**Directions**. Return the entries in their entirety, precisely as given.

**Supplied records**.
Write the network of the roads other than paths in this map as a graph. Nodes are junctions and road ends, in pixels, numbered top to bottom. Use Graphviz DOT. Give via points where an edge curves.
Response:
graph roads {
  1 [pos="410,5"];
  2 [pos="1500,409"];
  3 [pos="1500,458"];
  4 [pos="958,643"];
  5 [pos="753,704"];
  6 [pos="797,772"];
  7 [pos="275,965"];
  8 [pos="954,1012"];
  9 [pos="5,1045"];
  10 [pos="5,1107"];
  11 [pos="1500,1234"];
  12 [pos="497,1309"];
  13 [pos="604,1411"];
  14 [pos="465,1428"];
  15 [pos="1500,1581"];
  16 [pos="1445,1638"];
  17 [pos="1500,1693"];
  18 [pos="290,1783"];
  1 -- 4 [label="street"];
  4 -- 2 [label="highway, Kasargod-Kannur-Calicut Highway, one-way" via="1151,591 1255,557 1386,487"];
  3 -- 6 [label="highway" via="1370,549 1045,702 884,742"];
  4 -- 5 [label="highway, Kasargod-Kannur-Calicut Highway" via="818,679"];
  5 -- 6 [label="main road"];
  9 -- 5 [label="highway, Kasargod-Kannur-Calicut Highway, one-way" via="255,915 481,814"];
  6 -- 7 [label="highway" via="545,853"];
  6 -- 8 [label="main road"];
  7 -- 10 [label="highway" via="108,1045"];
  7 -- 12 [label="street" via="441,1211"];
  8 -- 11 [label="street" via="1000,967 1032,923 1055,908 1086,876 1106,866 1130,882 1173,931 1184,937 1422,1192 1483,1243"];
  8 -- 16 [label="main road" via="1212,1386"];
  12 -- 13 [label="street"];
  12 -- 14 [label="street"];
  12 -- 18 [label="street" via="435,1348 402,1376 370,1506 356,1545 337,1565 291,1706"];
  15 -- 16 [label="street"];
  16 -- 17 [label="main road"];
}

**Result for this task**.
Write the network of the roads other than paths in this map as a graph. Nodes are junctions and road ends, in pixels, numbered top to bottom. Use Graphviz DOT. Give via points where an edge curves.
Response:
graph roads {
  1 [pos="410,5"];
  2 [pos="1500,409"];
  3 [pos="1500,458"];
  4 [pos="958,643"];
  5 [pos="753,704"];
  6 [pos="797,772"];
  7 [pos="275,965"];
  8 [pos="954,1012"];
  9 [pos="5,1045"];
  10 [pos="5,1107"];
  11 [pos="1500,1234"];
  12 [pos="497,1309"];
  13 [pos="604,1411"];
  14 [pos="465,1428"];
  15 [pos="1500,1581"];
  16 [pos="1445,1638"];
  17 [pos="1500,1693"];
  18 [pos="290,1783"];
  1 -- 4 [label="street"];
  4 -- 2 [label="highway, Kasargod-Kannur-Calicut Highway, one-way" via="1151,591 1255,557 1386,487"];
  3 -- 6 [label="highway" via="1370,549 1045,702 884,742"];
  4 -- 5 [label="highway, Kasargod-Kannur-Calicut Highway" via="818,679"];
  5 -- 6 [label="main road"];
  9 -- 5 [label="highway, Kasargod-Kannur-Calicut Highway, one-way" via="255,915 481,814"];
  6 -- 7 [label="highway" via="545,853"];
  6 -- 8 [label="main road"];
  7 -- 10 [label="highway" via="108,1045"];
  7 -- 12 [label="street" via="441,1211"];
  8 -- 11 [label="street" via="1000,967 1032,923 1055,908 1086,876 1106,866 1130,882 1173,931 1184,937 1422,1192 1483,1243"];
  8 -- 16 [label="main road" via="1212,1386"];
  12 -- 13 [label="street"];
  12 -- 14 [label="street"];
  12 -- 18 [label="street" via="435,1348 402,1376 370,1506 356,1545 337,1565 291,1706"];
  15 -- 16 [label="street"];
  16 -- 17 [label="main road"];
}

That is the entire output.